The boy looks up. He has bright hazel eyes just like my little brother. “Will you forgive me, Sire?” he asks. “Out of your mercy? Because I’m only ten years old? And I know that I shouldn’t have done it?”

There is a terrible silence. Henry turns from the boy and conducts me back to the dais. He takes his seat and I sit beside him. I am conscious of a sudden deep throbbing in my temples as I rack my brains as to what I can do to save this child.

Henry points at him. “You can work in the kitchens,” he says. “Spit lad. You look like you could be lively in my kitchens. Will you do it?”

The boy flushes with relief and the tears fill his eyes and spill down his rosy cheeks. “Oh, yes, Sire!” he says. “You are very good. Very merciful!”

“Do as you are bid and perhaps you will work your way up to be a cook,” Henry commends him. “Now go to work.” He snaps his fingers to a waiting servant. “Take Master Simnel to the kitchen with my compliments and tell them to set him to work.”

There is a rustle of applause and then suddenly a gale of laughter sweeps the court. I take Henry’s hand, and I am laughing too, the relief at his decision is so great. He is smiling, he is smiling at me. “You never thought that I would make war on such a child?”

I shake my head, and there are tears in my own eyes from laughter and relief. “I was so afraid for him.”

“He did nothing, he was their little standard. It is the ones behind him that I must punish. It is the ones who set him up that deserve the scaffold.” His eyes rove down the court as they talk among themselves and share their relief. He looks at my aunt, Elizabeth de la Pole, who has lost her son, who has tight hold of Maggie’s hands and they are both crying. “The real traitors will not get off so lightly,” he says ominously. “Whoever they are.”

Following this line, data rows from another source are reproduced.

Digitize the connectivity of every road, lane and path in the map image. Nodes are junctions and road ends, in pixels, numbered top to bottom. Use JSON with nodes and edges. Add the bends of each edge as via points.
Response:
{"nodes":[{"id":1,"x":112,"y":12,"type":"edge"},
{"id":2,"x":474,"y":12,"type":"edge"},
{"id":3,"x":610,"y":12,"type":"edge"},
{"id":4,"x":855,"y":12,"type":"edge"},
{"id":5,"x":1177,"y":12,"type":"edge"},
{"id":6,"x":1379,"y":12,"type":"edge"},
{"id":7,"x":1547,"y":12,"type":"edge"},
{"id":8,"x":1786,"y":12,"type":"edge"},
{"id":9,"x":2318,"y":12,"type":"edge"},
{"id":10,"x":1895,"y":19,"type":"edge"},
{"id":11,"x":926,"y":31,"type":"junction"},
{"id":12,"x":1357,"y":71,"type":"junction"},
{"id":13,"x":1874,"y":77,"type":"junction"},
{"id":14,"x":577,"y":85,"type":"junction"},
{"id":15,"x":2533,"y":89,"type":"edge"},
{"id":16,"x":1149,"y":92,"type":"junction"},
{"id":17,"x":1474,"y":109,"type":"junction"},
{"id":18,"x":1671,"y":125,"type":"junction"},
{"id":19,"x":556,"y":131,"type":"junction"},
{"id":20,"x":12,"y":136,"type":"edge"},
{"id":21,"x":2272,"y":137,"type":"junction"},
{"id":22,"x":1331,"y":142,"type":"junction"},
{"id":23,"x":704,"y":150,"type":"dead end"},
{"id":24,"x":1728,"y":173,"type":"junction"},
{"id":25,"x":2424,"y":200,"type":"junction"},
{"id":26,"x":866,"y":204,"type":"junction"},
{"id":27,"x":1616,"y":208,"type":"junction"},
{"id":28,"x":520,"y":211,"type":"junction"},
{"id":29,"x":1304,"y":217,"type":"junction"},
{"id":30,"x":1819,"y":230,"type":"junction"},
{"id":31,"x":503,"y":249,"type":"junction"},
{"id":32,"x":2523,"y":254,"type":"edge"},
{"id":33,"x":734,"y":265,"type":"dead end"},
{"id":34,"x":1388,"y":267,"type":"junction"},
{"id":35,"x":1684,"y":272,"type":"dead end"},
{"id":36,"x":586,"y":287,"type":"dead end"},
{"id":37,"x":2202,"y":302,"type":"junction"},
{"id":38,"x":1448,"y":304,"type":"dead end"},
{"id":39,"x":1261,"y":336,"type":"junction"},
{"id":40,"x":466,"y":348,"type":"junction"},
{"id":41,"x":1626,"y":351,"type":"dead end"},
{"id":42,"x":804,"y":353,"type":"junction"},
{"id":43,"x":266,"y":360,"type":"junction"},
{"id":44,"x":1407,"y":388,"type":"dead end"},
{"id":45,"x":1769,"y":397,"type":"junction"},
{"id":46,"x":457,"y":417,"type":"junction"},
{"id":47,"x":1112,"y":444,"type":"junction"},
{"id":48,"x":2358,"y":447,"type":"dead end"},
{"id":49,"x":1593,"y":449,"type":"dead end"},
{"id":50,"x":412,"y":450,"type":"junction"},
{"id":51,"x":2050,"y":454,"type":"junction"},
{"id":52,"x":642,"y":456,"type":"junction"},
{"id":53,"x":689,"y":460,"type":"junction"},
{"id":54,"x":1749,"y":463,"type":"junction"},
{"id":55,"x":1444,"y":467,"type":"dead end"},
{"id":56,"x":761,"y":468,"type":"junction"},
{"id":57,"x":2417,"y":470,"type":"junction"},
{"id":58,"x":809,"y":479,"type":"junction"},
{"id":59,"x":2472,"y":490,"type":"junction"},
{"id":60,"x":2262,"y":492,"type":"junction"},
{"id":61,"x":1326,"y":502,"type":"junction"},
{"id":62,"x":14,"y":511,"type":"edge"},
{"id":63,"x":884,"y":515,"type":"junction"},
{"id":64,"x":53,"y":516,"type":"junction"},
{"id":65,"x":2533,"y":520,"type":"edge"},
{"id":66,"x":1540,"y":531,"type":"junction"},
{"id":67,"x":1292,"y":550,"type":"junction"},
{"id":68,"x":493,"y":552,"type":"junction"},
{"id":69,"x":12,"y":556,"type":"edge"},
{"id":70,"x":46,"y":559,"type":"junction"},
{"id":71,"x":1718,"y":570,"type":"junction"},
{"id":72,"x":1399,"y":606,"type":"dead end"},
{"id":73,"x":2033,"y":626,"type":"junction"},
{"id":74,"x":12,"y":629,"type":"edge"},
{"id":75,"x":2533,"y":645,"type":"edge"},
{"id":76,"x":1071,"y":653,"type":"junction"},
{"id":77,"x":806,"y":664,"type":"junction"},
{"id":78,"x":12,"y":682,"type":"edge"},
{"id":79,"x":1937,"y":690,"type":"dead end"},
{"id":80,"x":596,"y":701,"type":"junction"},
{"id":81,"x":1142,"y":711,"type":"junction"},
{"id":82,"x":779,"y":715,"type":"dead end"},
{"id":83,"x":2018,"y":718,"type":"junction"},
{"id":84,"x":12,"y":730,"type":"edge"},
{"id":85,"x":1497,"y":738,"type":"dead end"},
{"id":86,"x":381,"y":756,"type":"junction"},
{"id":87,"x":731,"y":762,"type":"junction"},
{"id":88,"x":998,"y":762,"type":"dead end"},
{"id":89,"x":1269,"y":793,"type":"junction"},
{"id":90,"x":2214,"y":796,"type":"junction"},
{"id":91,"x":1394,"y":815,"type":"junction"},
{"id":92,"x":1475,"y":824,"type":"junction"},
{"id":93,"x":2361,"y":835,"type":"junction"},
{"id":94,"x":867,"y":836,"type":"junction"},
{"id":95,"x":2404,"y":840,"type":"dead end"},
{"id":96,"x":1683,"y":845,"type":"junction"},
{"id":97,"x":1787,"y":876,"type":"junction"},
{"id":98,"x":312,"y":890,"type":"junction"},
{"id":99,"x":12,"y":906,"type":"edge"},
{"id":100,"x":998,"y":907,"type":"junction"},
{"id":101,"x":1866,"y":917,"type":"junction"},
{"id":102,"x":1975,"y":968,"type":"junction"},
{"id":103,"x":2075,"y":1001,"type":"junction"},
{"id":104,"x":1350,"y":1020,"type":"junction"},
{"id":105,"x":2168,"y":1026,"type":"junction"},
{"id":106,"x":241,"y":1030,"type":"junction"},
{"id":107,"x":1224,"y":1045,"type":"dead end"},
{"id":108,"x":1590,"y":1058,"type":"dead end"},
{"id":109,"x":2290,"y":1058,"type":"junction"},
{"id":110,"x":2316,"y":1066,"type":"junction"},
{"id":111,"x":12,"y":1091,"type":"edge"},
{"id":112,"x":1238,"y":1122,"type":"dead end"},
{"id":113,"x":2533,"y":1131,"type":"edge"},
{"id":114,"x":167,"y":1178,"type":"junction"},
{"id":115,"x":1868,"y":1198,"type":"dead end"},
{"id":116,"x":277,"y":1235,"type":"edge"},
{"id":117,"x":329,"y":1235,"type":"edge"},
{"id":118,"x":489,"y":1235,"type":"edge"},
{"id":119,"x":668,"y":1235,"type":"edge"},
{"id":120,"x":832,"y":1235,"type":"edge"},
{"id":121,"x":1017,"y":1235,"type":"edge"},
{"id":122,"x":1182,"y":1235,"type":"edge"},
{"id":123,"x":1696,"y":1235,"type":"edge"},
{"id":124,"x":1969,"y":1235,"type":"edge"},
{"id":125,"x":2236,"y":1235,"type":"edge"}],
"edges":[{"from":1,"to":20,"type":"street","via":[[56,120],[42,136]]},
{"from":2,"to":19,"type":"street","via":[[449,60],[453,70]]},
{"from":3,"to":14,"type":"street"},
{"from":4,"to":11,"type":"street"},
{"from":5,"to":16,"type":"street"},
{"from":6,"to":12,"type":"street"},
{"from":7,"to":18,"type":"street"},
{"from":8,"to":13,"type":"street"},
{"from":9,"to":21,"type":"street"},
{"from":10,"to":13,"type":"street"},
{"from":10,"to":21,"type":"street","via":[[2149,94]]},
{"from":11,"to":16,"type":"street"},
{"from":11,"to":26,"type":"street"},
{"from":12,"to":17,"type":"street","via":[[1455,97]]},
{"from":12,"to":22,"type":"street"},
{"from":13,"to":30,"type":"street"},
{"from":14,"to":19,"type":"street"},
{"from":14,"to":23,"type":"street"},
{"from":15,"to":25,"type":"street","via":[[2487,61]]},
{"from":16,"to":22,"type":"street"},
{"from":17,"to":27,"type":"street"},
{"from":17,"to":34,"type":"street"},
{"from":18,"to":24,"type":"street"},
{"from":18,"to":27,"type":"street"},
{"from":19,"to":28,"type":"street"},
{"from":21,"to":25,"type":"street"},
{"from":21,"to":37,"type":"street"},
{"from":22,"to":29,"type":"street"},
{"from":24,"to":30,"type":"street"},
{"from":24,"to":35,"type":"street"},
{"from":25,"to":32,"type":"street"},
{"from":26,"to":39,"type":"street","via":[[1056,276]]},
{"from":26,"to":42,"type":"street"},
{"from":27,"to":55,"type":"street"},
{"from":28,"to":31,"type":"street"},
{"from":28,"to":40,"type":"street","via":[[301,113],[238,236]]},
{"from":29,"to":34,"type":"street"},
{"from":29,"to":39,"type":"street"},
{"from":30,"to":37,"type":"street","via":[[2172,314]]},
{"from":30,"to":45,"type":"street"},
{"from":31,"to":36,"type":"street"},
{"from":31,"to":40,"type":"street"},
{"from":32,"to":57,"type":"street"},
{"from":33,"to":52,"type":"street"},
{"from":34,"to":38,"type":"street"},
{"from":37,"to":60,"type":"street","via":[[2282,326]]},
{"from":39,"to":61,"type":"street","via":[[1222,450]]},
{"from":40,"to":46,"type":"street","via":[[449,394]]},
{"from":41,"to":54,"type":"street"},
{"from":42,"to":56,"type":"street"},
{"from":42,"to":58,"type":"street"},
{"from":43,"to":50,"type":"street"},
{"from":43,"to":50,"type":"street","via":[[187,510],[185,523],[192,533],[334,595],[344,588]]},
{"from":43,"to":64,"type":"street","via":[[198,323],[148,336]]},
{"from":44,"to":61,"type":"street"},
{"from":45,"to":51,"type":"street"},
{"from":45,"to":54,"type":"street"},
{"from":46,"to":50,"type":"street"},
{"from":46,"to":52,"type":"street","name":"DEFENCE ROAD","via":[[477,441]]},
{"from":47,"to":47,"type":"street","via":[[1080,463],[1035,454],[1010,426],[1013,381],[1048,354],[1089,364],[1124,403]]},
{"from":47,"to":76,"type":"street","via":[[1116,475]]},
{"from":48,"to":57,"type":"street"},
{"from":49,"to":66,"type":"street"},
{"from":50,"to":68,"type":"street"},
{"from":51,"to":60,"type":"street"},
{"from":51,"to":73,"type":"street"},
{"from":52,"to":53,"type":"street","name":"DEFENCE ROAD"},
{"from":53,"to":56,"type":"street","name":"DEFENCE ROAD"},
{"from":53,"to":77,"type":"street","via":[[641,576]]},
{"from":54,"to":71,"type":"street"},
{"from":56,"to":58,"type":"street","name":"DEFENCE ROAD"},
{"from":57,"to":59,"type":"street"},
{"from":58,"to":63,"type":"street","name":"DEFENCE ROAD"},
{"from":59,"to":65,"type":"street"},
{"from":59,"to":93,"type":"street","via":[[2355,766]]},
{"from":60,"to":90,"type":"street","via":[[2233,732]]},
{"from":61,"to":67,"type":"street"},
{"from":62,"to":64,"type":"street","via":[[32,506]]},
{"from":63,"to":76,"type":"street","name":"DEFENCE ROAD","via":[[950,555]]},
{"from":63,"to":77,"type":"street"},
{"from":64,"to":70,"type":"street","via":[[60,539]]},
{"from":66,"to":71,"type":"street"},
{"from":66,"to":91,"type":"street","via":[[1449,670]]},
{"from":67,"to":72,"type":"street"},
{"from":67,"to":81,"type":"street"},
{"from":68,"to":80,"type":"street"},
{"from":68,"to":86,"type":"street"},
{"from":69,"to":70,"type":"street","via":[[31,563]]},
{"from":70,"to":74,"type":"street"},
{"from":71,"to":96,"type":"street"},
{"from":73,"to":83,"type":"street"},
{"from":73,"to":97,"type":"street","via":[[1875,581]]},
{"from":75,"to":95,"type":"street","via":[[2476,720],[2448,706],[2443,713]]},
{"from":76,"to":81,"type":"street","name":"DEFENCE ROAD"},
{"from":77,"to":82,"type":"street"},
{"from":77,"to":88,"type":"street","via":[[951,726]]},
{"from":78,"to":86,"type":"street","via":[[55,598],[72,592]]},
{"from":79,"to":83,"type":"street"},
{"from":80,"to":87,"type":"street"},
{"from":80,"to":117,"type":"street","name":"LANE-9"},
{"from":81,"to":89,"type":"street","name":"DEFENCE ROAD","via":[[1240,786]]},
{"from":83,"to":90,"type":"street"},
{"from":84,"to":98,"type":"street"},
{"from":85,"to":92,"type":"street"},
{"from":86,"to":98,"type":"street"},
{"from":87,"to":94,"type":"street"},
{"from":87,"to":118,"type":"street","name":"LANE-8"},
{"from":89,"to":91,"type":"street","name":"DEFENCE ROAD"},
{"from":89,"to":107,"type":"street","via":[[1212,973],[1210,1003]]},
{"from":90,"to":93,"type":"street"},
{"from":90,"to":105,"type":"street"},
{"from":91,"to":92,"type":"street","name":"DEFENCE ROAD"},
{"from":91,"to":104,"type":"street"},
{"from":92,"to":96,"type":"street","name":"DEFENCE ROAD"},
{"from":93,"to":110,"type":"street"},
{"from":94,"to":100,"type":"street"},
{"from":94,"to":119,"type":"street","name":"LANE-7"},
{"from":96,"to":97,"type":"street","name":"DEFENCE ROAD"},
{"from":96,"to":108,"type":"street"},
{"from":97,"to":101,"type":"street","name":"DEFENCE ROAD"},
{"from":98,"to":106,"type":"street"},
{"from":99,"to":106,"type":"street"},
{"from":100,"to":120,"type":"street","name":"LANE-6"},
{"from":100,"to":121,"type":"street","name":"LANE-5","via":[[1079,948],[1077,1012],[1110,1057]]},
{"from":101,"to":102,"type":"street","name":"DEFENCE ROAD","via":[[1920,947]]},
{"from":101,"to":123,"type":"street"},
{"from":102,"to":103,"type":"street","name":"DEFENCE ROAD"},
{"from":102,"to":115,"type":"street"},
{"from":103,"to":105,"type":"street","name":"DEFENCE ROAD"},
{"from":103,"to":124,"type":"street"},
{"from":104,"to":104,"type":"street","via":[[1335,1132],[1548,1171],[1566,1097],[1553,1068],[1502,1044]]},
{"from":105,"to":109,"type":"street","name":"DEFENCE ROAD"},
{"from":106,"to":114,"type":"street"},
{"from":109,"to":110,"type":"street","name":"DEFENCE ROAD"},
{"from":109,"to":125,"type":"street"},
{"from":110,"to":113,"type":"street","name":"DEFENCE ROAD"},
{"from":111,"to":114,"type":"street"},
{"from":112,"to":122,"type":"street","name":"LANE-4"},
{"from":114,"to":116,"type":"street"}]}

GREENWICH PALACE, LONDON, NOVEMBER 1487

The White Princess - изображение 79

I dress for my coronation and reflect that it is a different task preparing to be queen than it was preparing to be a bride. This time, laced into a gown of white and gold, with lacings of gold trimmed with royal ermine, I am not shivering with unhappiness. I know what to expect from my husband and we have found a way to be together which skirts the secrets of the past and shields our gaze from the uncertainty in our future. I have given him a son for us to love, he is giving me a crown. His mother’s preference for him above all other and her fierce enmity to my family is a feature of my life that I have come to accept. The mystery of my absent brother and Henry’s fear of my family is something that we live with daily.

I have learned to recognize his temper, his sudden rush into rage; I have learned that it is always caused by his fear that despite the victory, despite the support of his mother, despite her declaration that God Himself is on the side of the Tudors, he will fail her and God and be cut from the throne as cruelly and as unjustly as the king he saw killed at his feet.